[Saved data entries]
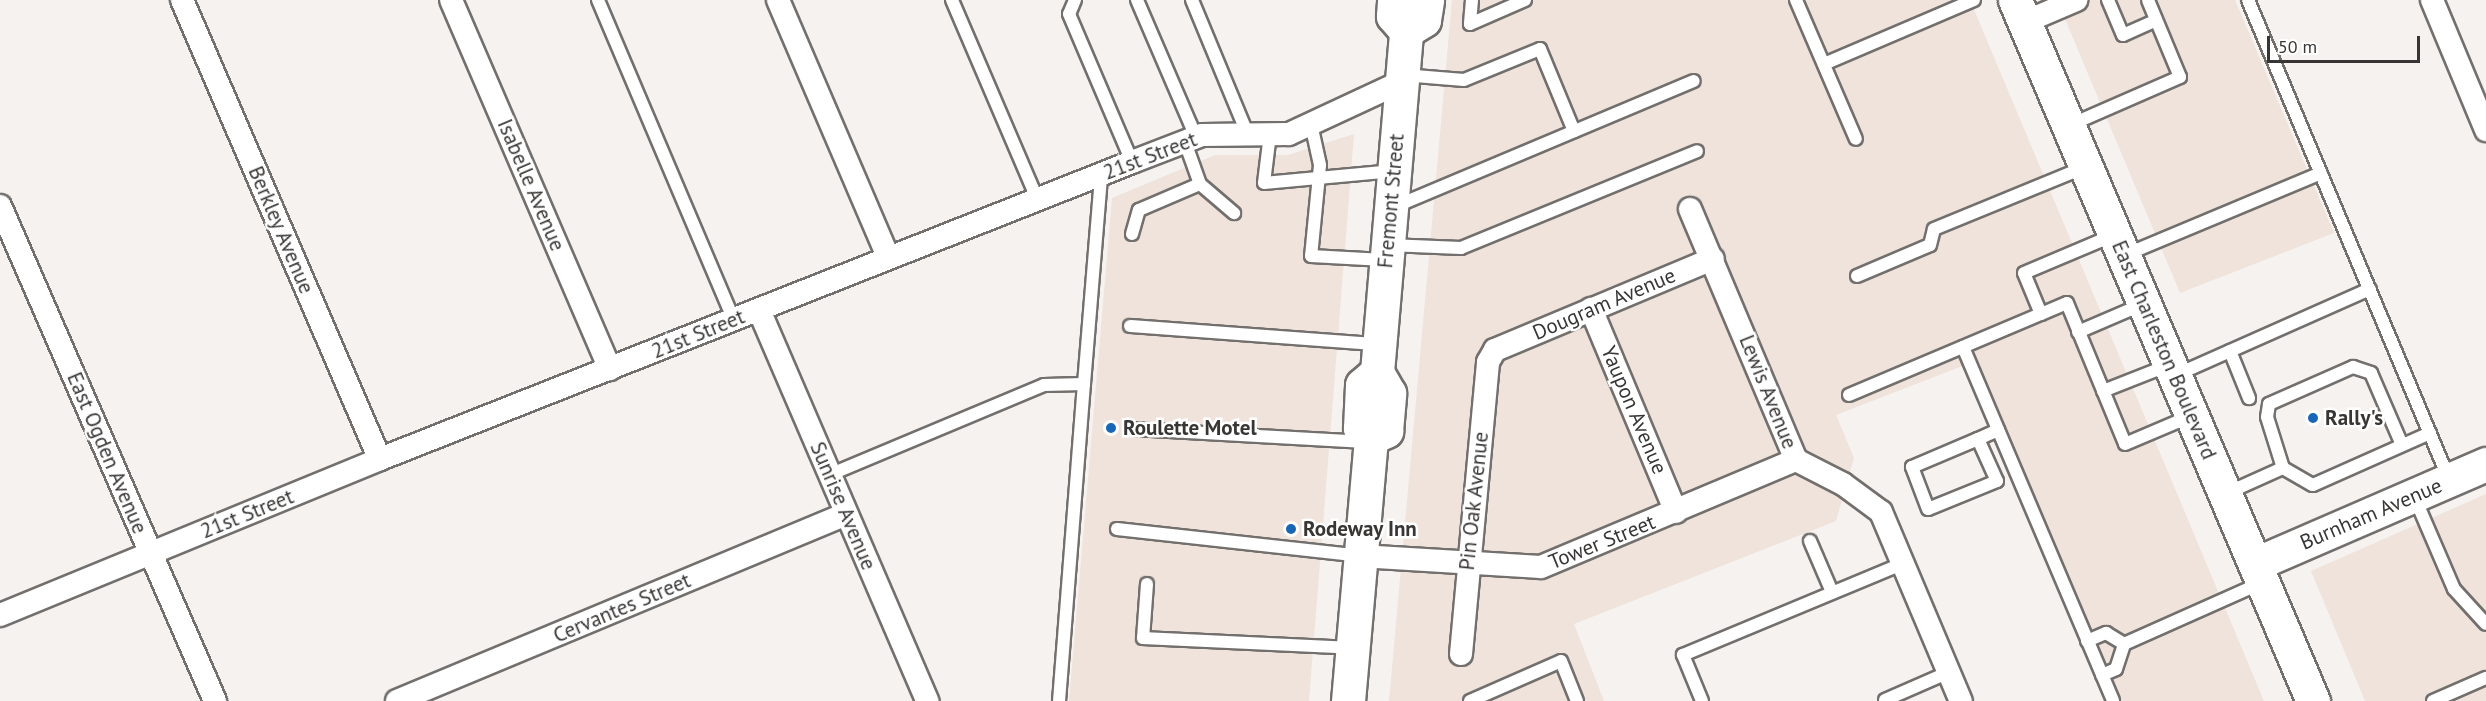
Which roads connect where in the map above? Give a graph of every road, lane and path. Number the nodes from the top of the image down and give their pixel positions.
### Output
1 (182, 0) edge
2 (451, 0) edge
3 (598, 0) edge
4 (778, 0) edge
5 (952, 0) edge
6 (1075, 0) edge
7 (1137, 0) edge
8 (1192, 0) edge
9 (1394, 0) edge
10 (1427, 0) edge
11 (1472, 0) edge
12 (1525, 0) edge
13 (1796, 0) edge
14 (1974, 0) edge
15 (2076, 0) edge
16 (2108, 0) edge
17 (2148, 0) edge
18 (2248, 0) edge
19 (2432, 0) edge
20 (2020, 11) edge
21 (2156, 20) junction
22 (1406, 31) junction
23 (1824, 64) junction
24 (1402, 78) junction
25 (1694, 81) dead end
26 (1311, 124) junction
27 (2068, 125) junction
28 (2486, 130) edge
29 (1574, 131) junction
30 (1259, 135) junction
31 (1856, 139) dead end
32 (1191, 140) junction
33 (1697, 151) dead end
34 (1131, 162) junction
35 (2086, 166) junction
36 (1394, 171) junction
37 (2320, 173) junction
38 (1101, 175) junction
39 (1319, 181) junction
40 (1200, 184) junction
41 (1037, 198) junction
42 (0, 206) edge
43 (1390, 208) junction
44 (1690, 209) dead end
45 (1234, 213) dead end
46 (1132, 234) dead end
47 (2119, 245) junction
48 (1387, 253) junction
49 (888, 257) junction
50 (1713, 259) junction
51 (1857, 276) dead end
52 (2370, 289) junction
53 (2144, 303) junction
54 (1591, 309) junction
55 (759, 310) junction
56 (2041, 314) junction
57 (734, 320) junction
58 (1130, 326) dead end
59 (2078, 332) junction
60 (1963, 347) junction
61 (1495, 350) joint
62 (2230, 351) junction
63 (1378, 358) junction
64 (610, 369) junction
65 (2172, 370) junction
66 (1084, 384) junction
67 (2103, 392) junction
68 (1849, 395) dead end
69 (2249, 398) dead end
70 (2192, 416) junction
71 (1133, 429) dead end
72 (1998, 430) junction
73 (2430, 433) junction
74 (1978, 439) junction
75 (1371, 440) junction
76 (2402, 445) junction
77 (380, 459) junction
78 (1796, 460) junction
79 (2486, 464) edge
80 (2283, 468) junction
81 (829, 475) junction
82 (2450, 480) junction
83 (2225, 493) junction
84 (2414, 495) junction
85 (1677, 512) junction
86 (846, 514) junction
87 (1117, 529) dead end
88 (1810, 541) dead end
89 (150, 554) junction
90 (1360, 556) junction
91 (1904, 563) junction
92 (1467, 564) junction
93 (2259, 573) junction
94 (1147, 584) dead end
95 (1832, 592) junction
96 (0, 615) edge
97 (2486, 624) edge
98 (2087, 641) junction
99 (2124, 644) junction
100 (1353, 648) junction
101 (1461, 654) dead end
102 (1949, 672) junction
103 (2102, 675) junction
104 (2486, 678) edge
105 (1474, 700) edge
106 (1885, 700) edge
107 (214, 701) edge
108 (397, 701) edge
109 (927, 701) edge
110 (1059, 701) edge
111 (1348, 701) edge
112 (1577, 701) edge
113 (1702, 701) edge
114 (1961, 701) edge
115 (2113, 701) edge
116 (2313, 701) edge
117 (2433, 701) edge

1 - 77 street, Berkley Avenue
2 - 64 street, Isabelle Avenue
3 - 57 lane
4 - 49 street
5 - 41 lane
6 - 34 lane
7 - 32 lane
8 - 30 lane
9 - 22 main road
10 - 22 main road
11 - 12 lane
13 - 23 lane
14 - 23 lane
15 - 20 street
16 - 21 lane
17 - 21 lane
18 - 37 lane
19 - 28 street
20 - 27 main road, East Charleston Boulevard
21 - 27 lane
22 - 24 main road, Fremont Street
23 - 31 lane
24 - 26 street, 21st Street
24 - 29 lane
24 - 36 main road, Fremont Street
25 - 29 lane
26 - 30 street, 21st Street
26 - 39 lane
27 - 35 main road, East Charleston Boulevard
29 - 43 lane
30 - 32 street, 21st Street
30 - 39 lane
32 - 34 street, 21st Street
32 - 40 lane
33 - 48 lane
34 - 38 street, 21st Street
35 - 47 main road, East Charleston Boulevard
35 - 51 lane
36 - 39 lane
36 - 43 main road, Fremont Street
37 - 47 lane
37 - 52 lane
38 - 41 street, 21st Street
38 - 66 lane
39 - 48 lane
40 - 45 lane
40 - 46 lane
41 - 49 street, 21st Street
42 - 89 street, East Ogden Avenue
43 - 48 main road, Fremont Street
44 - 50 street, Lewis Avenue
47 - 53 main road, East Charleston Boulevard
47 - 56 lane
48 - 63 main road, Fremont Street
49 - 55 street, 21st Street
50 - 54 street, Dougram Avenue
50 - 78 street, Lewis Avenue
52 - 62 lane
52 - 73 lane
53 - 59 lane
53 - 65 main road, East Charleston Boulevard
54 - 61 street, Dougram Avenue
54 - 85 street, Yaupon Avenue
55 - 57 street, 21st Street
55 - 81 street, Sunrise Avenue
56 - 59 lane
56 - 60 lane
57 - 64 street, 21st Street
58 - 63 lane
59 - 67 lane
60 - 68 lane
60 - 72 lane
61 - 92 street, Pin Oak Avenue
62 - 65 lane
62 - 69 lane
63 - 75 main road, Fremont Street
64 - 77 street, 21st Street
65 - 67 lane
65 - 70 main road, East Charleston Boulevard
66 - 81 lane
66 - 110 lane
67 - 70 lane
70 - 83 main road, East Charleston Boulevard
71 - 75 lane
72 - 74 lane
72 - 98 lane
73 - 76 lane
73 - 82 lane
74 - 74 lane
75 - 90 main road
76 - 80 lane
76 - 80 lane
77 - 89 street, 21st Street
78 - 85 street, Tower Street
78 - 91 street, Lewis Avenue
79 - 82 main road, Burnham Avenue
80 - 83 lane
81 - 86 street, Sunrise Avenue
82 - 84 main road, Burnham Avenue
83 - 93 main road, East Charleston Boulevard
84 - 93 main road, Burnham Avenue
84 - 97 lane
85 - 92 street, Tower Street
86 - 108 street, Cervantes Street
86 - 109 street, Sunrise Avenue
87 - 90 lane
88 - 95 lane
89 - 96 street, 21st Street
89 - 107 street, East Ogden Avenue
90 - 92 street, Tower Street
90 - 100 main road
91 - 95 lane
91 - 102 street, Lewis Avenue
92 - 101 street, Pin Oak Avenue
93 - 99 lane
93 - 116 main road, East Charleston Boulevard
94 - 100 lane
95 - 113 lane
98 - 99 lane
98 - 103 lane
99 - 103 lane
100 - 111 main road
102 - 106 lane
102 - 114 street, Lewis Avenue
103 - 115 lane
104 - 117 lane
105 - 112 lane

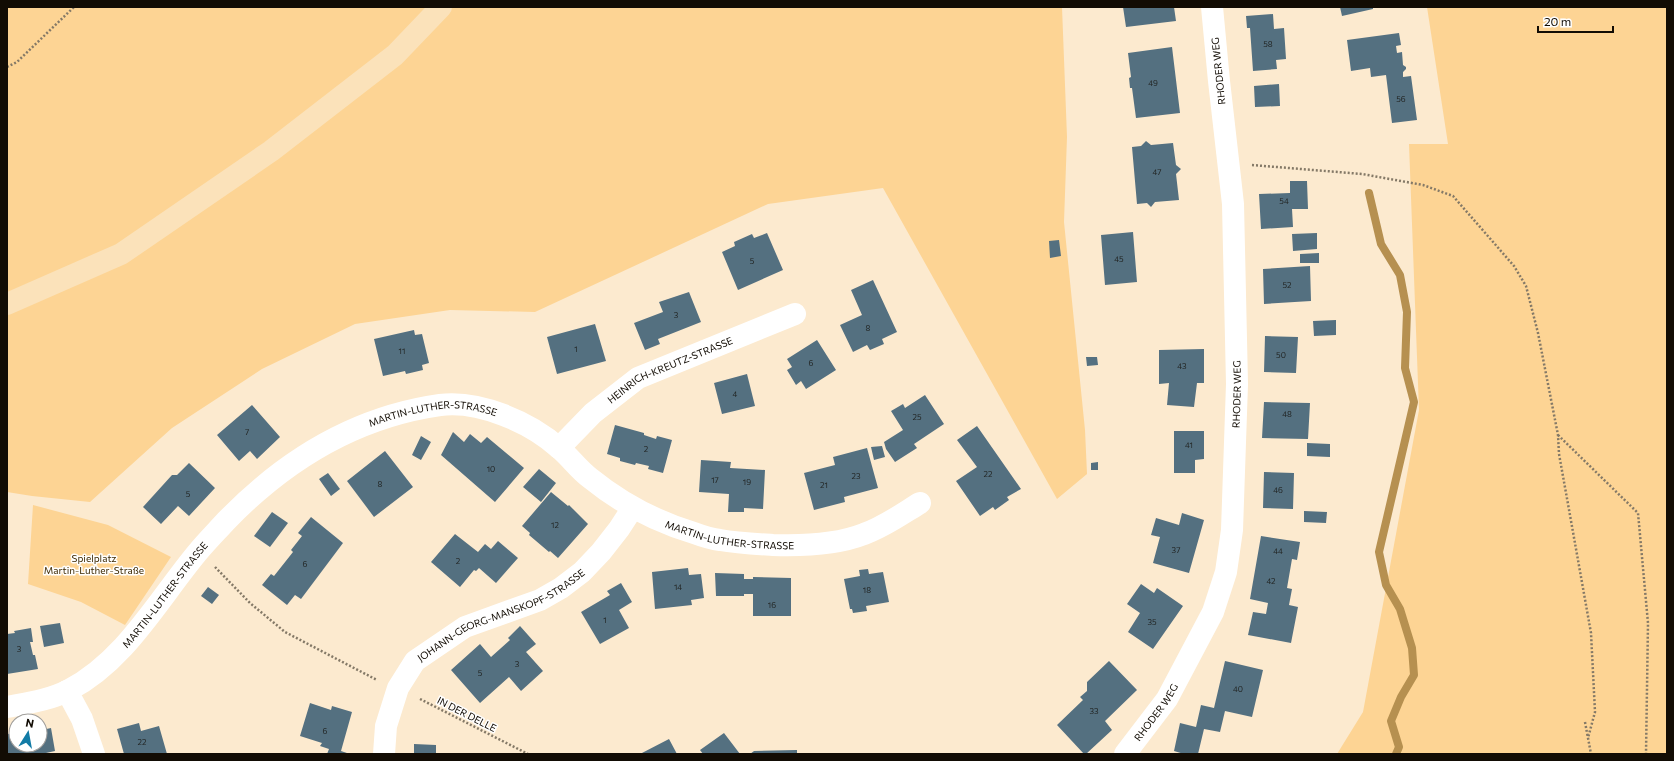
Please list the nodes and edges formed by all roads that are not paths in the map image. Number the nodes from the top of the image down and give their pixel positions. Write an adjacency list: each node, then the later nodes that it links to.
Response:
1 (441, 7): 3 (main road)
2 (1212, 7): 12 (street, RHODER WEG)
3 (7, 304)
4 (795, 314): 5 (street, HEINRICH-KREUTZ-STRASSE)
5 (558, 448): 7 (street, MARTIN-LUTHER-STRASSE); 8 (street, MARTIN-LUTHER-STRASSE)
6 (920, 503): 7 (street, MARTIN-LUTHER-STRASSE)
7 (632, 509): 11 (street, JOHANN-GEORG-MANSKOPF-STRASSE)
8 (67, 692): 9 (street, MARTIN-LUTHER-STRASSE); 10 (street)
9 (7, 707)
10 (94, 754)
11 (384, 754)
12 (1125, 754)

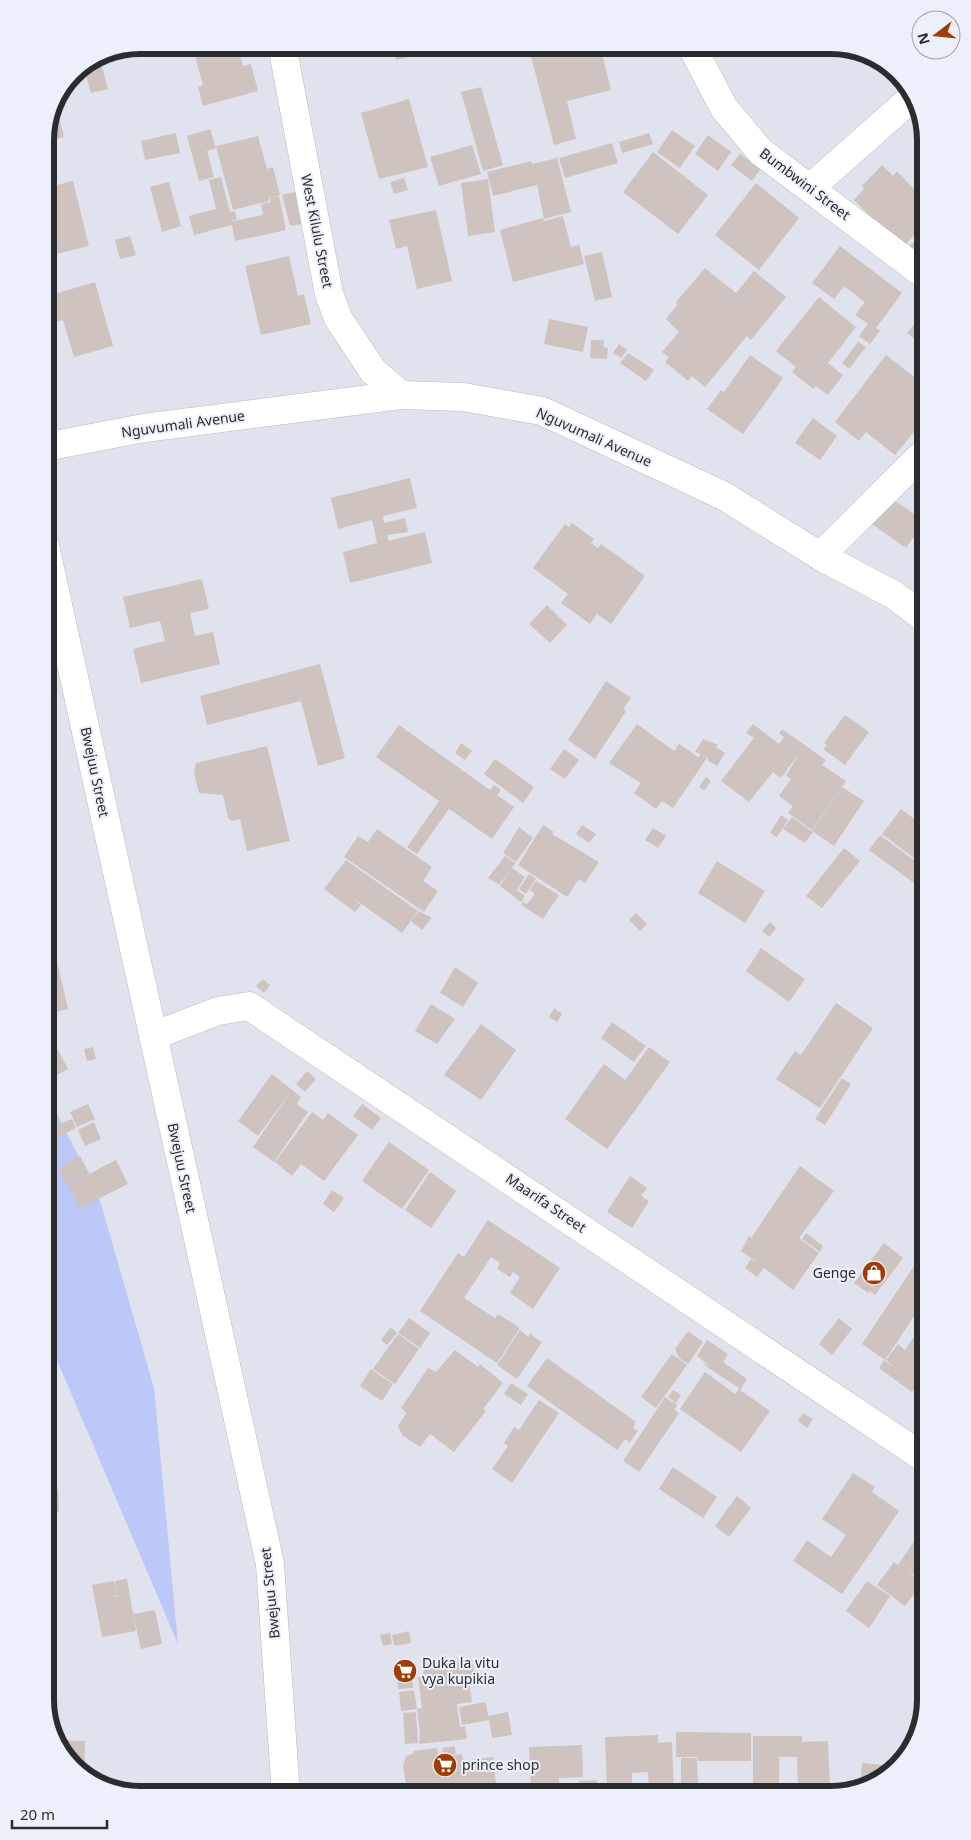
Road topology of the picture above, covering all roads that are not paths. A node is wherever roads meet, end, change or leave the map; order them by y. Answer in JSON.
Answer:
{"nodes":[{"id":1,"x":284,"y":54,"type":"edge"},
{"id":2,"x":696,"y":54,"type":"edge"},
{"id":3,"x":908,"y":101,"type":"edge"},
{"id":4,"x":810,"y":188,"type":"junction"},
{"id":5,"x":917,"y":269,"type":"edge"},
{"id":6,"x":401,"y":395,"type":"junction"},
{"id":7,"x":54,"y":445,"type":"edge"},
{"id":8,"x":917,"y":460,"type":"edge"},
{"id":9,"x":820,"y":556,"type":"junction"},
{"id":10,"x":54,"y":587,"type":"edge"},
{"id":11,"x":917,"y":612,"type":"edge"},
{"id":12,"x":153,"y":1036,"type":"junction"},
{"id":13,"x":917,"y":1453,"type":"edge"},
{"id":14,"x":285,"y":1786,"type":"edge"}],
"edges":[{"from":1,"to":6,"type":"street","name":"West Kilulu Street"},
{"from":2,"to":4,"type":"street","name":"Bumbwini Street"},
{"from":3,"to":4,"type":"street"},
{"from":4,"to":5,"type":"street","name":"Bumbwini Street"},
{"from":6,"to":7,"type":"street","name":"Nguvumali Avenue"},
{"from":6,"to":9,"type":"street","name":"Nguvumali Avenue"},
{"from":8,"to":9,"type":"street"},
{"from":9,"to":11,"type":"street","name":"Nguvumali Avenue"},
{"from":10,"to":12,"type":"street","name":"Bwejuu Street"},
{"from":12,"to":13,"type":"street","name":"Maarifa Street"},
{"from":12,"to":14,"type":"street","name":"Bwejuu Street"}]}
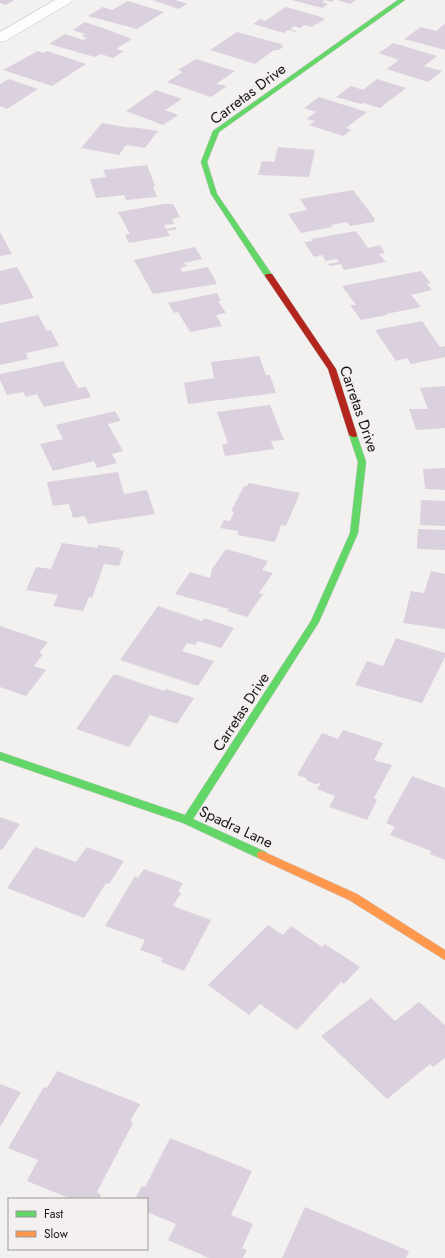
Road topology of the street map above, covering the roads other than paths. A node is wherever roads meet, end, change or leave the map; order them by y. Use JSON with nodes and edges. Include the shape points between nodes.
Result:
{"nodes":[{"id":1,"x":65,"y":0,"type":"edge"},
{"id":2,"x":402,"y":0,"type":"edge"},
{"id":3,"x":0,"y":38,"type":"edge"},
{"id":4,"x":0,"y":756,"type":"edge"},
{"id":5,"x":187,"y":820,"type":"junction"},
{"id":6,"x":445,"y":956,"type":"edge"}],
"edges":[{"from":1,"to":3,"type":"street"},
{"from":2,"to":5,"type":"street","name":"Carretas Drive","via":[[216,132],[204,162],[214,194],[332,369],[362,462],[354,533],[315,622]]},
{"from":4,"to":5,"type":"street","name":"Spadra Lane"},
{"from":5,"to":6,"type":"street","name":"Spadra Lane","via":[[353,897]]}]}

## Assignment
Only the lines containing the string "MARTIN" are needed; pull them out of the records.

## Answer section
5 (558, 448): 7 (street, MARTIN-LUTHER-STRASSE); 8 (street, MARTIN-LUTHER-STRASSE)
6 (920, 503): 7 (street, MARTIN-LUTHER-STRASSE)
8 (67, 692): 9 (street, MARTIN-LUTHER-STRASSE); 10 (street)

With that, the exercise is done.